■ **Data excerpts**
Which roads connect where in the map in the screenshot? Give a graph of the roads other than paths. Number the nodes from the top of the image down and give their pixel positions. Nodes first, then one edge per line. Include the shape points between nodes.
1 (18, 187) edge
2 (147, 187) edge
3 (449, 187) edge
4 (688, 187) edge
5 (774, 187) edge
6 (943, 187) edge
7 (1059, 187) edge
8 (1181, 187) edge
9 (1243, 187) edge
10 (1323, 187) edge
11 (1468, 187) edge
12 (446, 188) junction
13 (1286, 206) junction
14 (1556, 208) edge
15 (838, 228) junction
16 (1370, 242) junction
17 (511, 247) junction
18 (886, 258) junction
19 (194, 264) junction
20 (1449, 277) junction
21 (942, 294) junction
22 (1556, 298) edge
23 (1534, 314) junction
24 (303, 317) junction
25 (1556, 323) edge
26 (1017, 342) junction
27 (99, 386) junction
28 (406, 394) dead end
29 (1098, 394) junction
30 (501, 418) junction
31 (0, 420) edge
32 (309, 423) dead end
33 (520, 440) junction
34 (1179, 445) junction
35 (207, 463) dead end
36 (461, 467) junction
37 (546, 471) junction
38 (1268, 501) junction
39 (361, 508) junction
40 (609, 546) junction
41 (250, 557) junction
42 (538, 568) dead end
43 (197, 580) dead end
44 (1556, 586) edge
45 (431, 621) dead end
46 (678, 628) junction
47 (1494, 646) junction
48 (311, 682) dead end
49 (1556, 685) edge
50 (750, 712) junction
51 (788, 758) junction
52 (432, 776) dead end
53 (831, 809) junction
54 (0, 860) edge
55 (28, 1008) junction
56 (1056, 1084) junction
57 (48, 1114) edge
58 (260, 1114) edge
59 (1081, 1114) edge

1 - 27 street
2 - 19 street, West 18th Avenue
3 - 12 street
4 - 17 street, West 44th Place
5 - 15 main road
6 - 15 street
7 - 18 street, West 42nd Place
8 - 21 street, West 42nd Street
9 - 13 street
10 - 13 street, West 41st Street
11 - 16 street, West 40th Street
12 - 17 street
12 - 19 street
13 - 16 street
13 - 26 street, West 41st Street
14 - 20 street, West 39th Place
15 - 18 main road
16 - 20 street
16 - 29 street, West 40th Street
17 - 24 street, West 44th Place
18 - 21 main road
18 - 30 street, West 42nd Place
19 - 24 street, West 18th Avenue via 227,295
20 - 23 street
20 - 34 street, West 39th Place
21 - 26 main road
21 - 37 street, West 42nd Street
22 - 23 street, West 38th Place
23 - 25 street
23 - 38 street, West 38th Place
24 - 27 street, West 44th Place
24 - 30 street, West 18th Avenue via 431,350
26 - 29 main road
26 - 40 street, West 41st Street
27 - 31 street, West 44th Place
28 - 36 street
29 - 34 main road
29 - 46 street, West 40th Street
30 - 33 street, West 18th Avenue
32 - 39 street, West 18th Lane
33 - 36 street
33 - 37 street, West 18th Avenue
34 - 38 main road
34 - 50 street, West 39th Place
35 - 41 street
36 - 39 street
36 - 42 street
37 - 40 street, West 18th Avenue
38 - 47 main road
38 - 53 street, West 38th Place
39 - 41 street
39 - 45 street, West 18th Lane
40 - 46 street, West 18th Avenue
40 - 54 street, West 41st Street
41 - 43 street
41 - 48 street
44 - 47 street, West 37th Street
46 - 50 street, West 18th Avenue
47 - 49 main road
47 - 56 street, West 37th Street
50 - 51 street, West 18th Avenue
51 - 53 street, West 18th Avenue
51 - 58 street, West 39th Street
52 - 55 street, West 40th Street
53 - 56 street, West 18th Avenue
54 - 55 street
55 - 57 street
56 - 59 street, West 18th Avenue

■ **What is being asked**
Provide a verbatim copy of all the entries.

■ **Exercise solution**
Which roads connect where in the map in the screenshot? Give a graph of the roads other than paths. Number the nodes from the top of the image down and give their pixel positions. Nodes first, then one edge per line. Include the shape points between nodes.
1 (18, 187) edge
2 (147, 187) edge
3 (449, 187) edge
4 (688, 187) edge
5 (774, 187) edge
6 (943, 187) edge
7 (1059, 187) edge
8 (1181, 187) edge
9 (1243, 187) edge
10 (1323, 187) edge
11 (1468, 187) edge
12 (446, 188) junction
13 (1286, 206) junction
14 (1556, 208) edge
15 (838, 228) junction
16 (1370, 242) junction
17 (511, 247) junction
18 (886, 258) junction
19 (194, 264) junction
20 (1449, 277) junction
21 (942, 294) junction
22 (1556, 298) edge
23 (1534, 314) junction
24 (303, 317) junction
25 (1556, 323) edge
26 (1017, 342) junction
27 (99, 386) junction
28 (406, 394) dead end
29 (1098, 394) junction
30 (501, 418) junction
31 (0, 420) edge
32 (309, 423) dead end
33 (520, 440) junction
34 (1179, 445) junction
35 (207, 463) dead end
36 (461, 467) junction
37 (546, 471) junction
38 (1268, 501) junction
39 (361, 508) junction
40 (609, 546) junction
41 (250, 557) junction
42 (538, 568) dead end
43 (197, 580) dead end
44 (1556, 586) edge
45 (431, 621) dead end
46 (678, 628) junction
47 (1494, 646) junction
48 (311, 682) dead end
49 (1556, 685) edge
50 (750, 712) junction
51 (788, 758) junction
52 (432, 776) dead end
53 (831, 809) junction
54 (0, 860) edge
55 (28, 1008) junction
56 (1056, 1084) junction
57 (48, 1114) edge
58 (260, 1114) edge
59 (1081, 1114) edge

1 - 27 street
2 - 19 street, West 18th Avenue
3 - 12 street
4 - 17 street, West 44th Place
5 - 15 main road
6 - 15 street
7 - 18 street, West 42nd Place
8 - 21 street, West 42nd Street
9 - 13 street
10 - 13 street, West 41st Street
11 - 16 street, West 40th Street
12 - 17 street
12 - 19 street
13 - 16 street
13 - 26 street, West 41st Street
14 - 20 street, West 39th Place
15 - 18 main road
16 - 20 street
16 - 29 street, West 40th Street
17 - 24 street, West 44th Place
18 - 21 main road
18 - 30 street, West 42nd Place
19 - 24 street, West 18th Avenue via 227,295
20 - 23 street
20 - 34 street, West 39th Place
21 - 26 main road
21 - 37 street, West 42nd Street
22 - 23 street, West 38th Place
23 - 25 street
23 - 38 street, West 38th Place
24 - 27 street, West 44th Place
24 - 30 street, West 18th Avenue via 431,350
26 - 29 main road
26 - 40 street, West 41st Street
27 - 31 street, West 44th Place
28 - 36 street
29 - 34 main road
29 - 46 street, West 40th Street
30 - 33 street, West 18th Avenue
32 - 39 street, West 18th Lane
33 - 36 street
33 - 37 street, West 18th Avenue
34 - 38 main road
34 - 50 street, West 39th Place
35 - 41 street
36 - 39 street
36 - 42 street
37 - 40 street, West 18th Avenue
38 - 47 main road
38 - 53 street, West 38th Place
39 - 41 street
39 - 45 street, West 18th Lane
40 - 46 street, West 18th Avenue
40 - 54 street, West 41st Street
41 - 43 street
41 - 48 street
44 - 47 street, West 37th Street
46 - 50 street, West 18th Avenue
47 - 49 main road
47 - 56 street, West 37th Street
50 - 51 street, West 18th Avenue
51 - 53 street, West 18th Avenue
51 - 58 street, West 39th Street
52 - 55 street, West 40th Street
53 - 56 street, West 18th Avenue
54 - 55 street
55 - 57 street
56 - 59 street, West 18th Avenue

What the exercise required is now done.